Himanshu Palsule: Until the entire ecosystem was ready, those people weren’t as ready as the person who did CRM on Salesforce 10 years ago. I think the key drivers that are tipping this over are largely that our industry goes through a chain cycle for ERP. It used to be five to seven years. Now it’s moved to 7 to 10 years. Every 7 to 10 years, the systems are no longer supported. Y2K saw a big change in the ERP. Companies are now looking out for newer systems and they’re driven by cost of ownership. The concerns around security have largely been alleviated. They’re looking for an instant on.
If I’m a marble distributor and my marble comes to me from Brazil, I want my Brazil operation up and running on ERP within three days. I think the need to change ERP to drive costs down and allow remote access because of globalization were some of the key drivers that are now making even these vertical companies start to seriously look at the cloud.
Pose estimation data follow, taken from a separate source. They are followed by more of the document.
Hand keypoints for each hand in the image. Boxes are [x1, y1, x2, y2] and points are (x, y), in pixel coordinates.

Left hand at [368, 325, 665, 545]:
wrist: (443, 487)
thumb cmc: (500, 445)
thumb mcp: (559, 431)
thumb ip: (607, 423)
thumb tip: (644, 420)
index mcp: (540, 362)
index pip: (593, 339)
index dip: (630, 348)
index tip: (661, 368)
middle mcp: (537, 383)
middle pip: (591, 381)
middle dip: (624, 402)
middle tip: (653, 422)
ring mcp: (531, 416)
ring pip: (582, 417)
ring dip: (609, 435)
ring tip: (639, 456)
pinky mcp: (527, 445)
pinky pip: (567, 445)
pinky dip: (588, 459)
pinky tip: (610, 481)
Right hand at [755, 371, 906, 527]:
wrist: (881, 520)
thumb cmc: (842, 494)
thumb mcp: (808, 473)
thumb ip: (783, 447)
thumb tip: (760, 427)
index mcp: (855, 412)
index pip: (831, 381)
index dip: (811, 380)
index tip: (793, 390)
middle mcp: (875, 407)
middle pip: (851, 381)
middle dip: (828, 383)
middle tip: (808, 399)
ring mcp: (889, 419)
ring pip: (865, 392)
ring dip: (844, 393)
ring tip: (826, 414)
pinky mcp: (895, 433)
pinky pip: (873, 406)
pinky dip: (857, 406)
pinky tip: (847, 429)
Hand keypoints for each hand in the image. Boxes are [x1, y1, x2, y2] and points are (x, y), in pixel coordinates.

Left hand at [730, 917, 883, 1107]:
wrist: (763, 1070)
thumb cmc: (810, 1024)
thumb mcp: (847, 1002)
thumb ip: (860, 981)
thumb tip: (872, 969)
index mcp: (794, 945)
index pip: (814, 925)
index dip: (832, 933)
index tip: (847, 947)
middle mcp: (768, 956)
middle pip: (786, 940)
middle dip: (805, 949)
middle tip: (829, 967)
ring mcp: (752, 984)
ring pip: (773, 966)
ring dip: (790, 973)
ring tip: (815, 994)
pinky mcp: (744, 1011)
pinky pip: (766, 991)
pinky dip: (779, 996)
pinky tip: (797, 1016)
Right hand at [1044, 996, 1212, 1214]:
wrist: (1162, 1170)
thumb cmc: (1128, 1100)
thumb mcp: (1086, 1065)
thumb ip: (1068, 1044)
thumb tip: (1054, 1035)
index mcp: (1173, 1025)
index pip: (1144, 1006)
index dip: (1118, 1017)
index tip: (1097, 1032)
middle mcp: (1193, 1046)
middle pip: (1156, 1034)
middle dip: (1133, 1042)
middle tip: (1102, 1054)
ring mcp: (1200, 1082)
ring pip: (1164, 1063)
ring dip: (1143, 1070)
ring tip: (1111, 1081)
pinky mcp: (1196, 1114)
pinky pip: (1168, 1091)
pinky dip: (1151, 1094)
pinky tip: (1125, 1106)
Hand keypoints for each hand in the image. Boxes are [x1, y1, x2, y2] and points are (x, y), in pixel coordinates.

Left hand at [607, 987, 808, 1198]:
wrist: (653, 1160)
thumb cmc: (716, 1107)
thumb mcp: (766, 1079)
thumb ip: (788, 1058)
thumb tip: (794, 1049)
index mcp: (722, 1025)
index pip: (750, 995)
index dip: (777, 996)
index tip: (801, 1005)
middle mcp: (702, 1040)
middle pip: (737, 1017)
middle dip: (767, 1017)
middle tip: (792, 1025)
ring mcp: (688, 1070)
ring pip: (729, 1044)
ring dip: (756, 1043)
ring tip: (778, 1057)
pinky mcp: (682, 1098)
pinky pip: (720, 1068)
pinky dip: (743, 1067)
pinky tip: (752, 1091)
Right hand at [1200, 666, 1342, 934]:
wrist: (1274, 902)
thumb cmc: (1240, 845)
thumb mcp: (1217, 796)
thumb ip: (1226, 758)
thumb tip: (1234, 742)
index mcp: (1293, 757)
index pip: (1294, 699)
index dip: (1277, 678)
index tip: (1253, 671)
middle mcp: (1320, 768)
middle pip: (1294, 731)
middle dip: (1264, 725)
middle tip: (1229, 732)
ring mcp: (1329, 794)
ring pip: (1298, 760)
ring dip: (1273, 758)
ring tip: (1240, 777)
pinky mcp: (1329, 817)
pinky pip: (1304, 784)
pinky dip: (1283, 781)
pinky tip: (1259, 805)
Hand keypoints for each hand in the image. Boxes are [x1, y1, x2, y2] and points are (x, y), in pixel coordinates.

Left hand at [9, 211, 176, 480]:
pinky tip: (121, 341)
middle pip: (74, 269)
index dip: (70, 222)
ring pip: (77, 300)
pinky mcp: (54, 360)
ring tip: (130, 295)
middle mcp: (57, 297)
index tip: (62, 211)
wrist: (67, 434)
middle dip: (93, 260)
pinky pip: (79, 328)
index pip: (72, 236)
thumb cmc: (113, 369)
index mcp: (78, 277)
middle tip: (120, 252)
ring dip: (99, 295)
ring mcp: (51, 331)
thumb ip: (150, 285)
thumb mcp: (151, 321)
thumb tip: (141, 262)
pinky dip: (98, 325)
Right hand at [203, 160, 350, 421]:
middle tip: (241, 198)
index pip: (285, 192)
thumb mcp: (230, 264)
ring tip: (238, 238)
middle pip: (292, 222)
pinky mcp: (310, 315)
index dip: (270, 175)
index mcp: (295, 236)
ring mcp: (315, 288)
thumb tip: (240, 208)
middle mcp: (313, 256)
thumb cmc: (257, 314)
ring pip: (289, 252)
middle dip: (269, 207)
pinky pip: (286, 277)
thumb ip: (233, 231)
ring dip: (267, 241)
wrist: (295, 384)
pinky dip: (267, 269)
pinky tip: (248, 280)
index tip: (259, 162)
Sramana Mitra: If you look at the gaps in the vertical cloud trend, what verticals have not been moved to the cloud yet?
Himanshu Palsule: Retail has moved to the cloud earlier. They started getting into e-commerce and shopping cart. We saw that vertical moving.
Sramana Mitra: Then that has become multi-channel commerce.
Himanshu Palsule: Exactly. The whole omni-channel has set in. You have this whole idea of third-party logistics where my cargo arrives at Long Beach and then I have to distribute it across the entire country, and I have truck drivers who need access to the data I have that need to be updated on inventory. The distributors then became candidates for the cloud. They were the next to go. The manufacturers held on for a while until manufacturing started to get outsourced.
There’s a whole industry trend called convergence that we talked about a classic manufacturer in Detroit who would do just make parts for General Motors. Now he has his parts manufacturing done in China. He has started looking at distribution services and repair preventive work. There’s a blurring or conversion of verticals going on. These events, I think, make people look out for a cloud-based solution. That’s the panacea for them to be able to keep costs down and yet work in a global ecosystem. Those are some of the drivers.
We have plenty of customers who look forward to our annual release. They have their request. They come to our customer advisory board meeting. There was one who told me that he doesn’t think he’ll ever move to the cloud because his operation in Ohio is so different. We’ll always have the laggards in complex verticals.